13. Keributan besar

2.7K 325 166
                                        

Hanna tidak pernah menyangka kalau Jantungnya bisa berdebar kencang sampai rasanya sangat sesak saat dirinya berjalan mendekati Gerdylan hingga dapat melihat Tato di leher anaknya secara nyata.

Rasanya seperti tersengat lebah atau lebih parahnya tersambar petir, perasaannya bercampur aduk melihat tato itu terukir dengan indah tepat di leher belakang anaknya.

Bagaimana bisa anaknya lebih terlihat seperti berandal dengan rambut merah terang juga di tambah tato di bagian belakang leher belum lagi beberapa anting baru yang di pasang di kupingnya.

"Astagfirullah, Ya Allah Gerdy, udah sinting kamu!"

Suara Hanna terdengar menggelegar, geram sekali rasanya hingga membuatnya ingin menjambak rambut Gerdylan yang memang sudah mulai panjang kalau saja dia tidak ingat bahwa dirinya sedang puasa.

"Mamih kaya liat setan aja pakai istighfar segala, Gege udah keren gini juga ini Mih namanya seni, masa Mamih gak tau."

Hanna yang geram di tambah omongan Gerdylan membuat tangannya terangkat hingga mendarat di kepala bagian depan Gerdylan.

Cukup kencang hingga membuat Gerdylan menjerit kesakitan, mengusap beberapa kali kepalanya dengan mulut yang tak kunjung berhenti mengoceh.

"Mih kira-kira dong kalau mukul, kalau Gege hilang ingatan gimana ini. Mau emangnya kalau anaknya lupa segalanya."

Hanna tambah melotot ketika Gerdylan mulai menjawab, seperti hendak melawan.

"Kamu yang gak kira-kira ge, Ya Allah salah apa yah Mamih dulu sampe punya anak kaya kamu. Ini kalau adek kamu ngikutin jejak kamu gimana ge, kamu gak mikir yah!"

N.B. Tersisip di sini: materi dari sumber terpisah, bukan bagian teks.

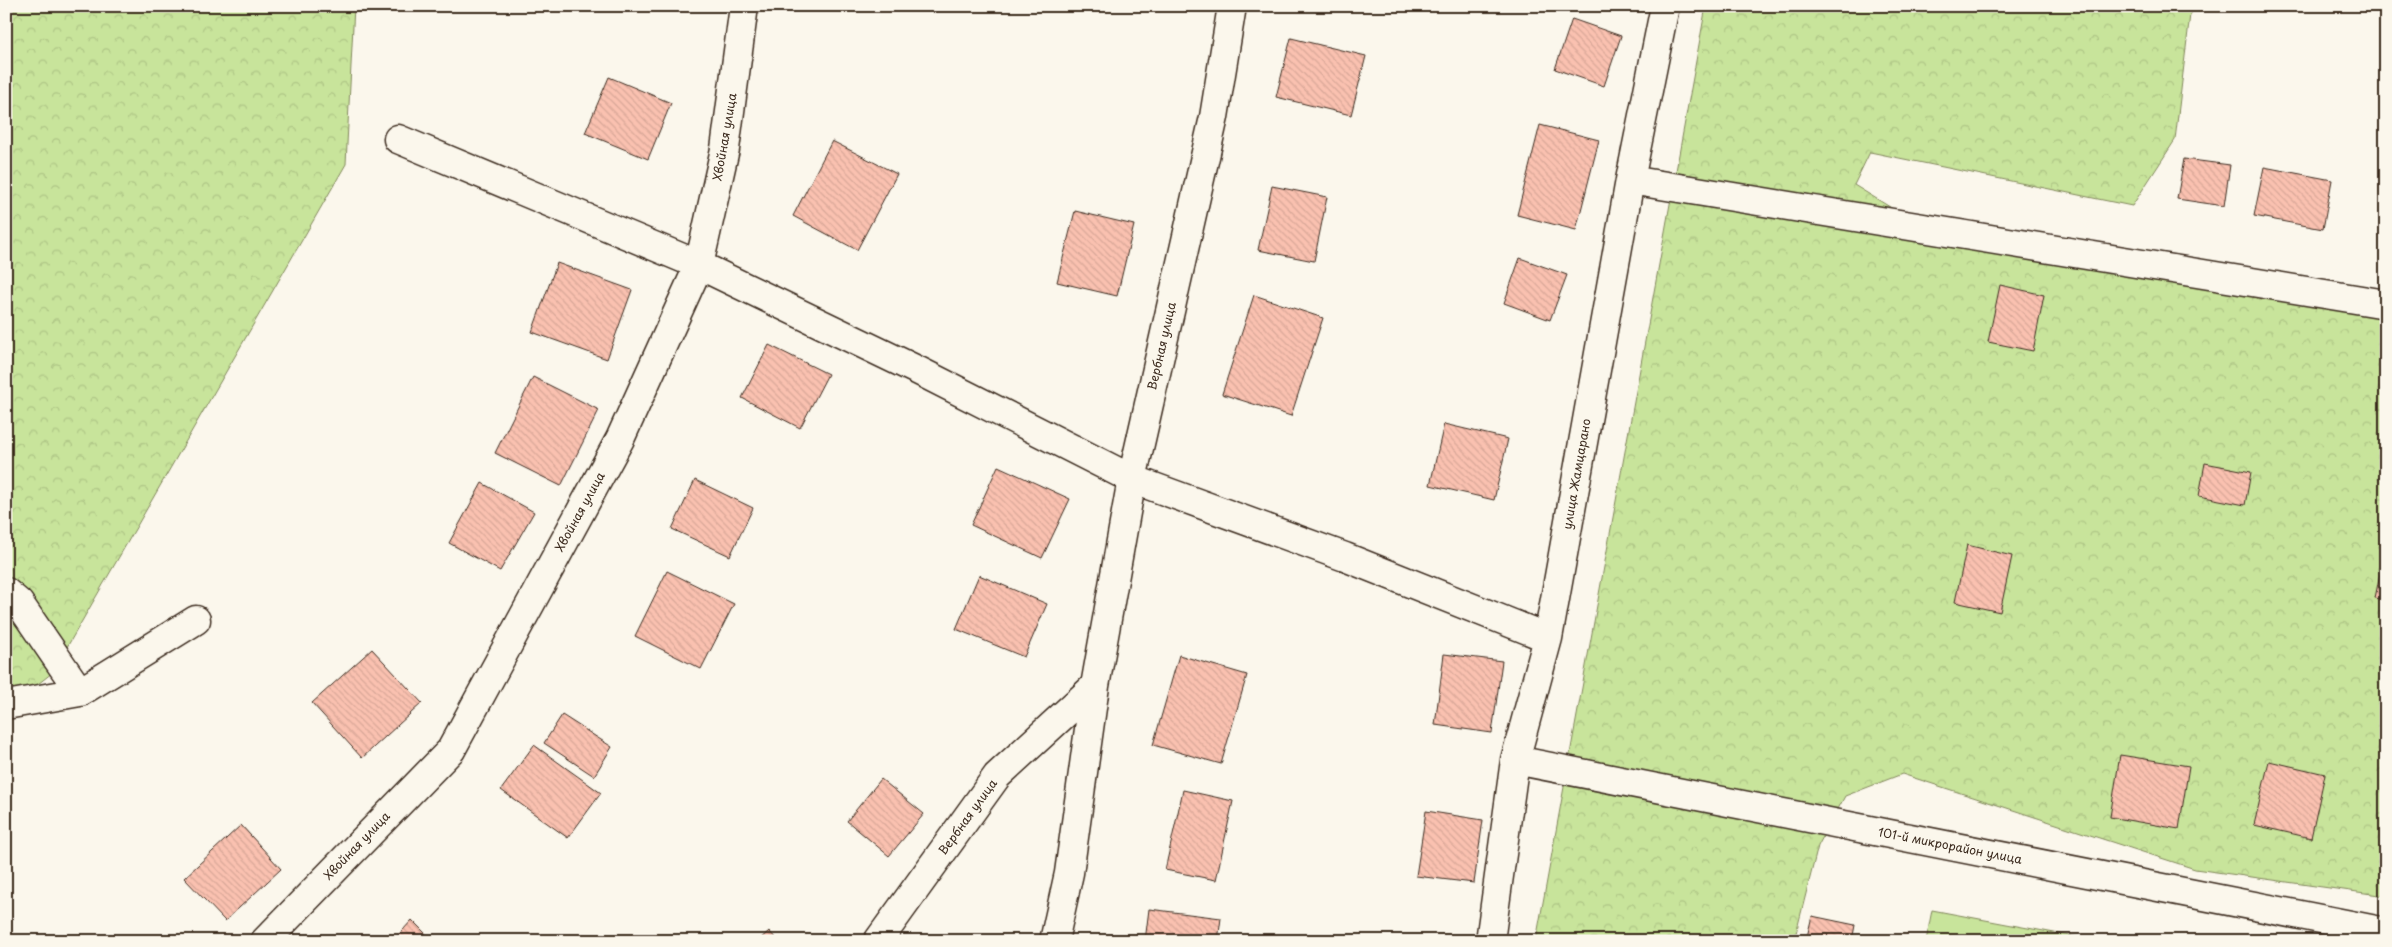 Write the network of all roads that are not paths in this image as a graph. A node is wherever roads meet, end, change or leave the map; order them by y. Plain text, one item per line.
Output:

"Mamih ih, ngomong nya kaya gitu kaya Gege ngelakuin kejahatan aja. Liat dulu ini itu seni Mih."

Gerdylan yang tidak merasa bersalah malah mengangkat rambutnya yang panjang hingga  memperlihatkan leher belakangnya sehingga tatonya tampak terlihat jelas.

"Masa Mamih gitu aja marah sih, Padahal Gege udah ada niat untuk nambahin lagi Tati di tangan pasti tambah keren."

"Cukup yah ge, kamu udah kelewatan. Tato apaan lagi itu ada sayap nya segala, kamu lupa dalam Islam tidak boleh bertato! Mamih gak mau tau pokonya besok itu tato harus hilang."

Hanna menghampiri Gerdylan lalu tanpa perasaan memukul tepat dimana letak tatonya berada.

Mata Gerdylan melotot merasakan bagaimana pukulan pelan Hanna dapat menyakitkan seperti ini.

Belum lagi permintaan Hanna untuk menghapus tatonya Sakitnya jarum aja masih kerasa mana mungkin di tambahin sakit nya laser untuk ngilangin tatonya.

"Mih, Ini Gege nabung loh mih bikin ini. Masa baru beberapa jam udh di suruh hapus."

Sebisa mungkin Gerdylan menutup lehernya menggunakan telapak tangan, dia tidak mau jadi sasaran Hanna lagi.

"Kamu emangnya gak puasa yah ge, lagian di bulan ramadhan bukan berbuat yang baik-baik malah bikin stres orang tua!"

"Engga mau, Gege udah gede Mih. Bisa kan sekali aja nurutin kemauan Gege."

"Terserah lah ge, mamih pusing. Kalau nanti Papih marah jangan minta tolong sama Mamih!"

Hanna pergi meninggalkan ruang tamu hingga menuju ke kamarnya, menutup pintu kamar dengan kencang hingga menimbulkan bunyi yang membuat seisi rumah kaget.

Gerdylan menghempaskan tubuhnya, merasa bersalah juga dengan Mamihnya, dia yang salah karena melakukan tindakan seperti ini tanpa perundingan terlebih dahulu, jadi mau tak mau dia harus menerima resiko kalau sampai nanti Papih nya juga ikut mengamuk.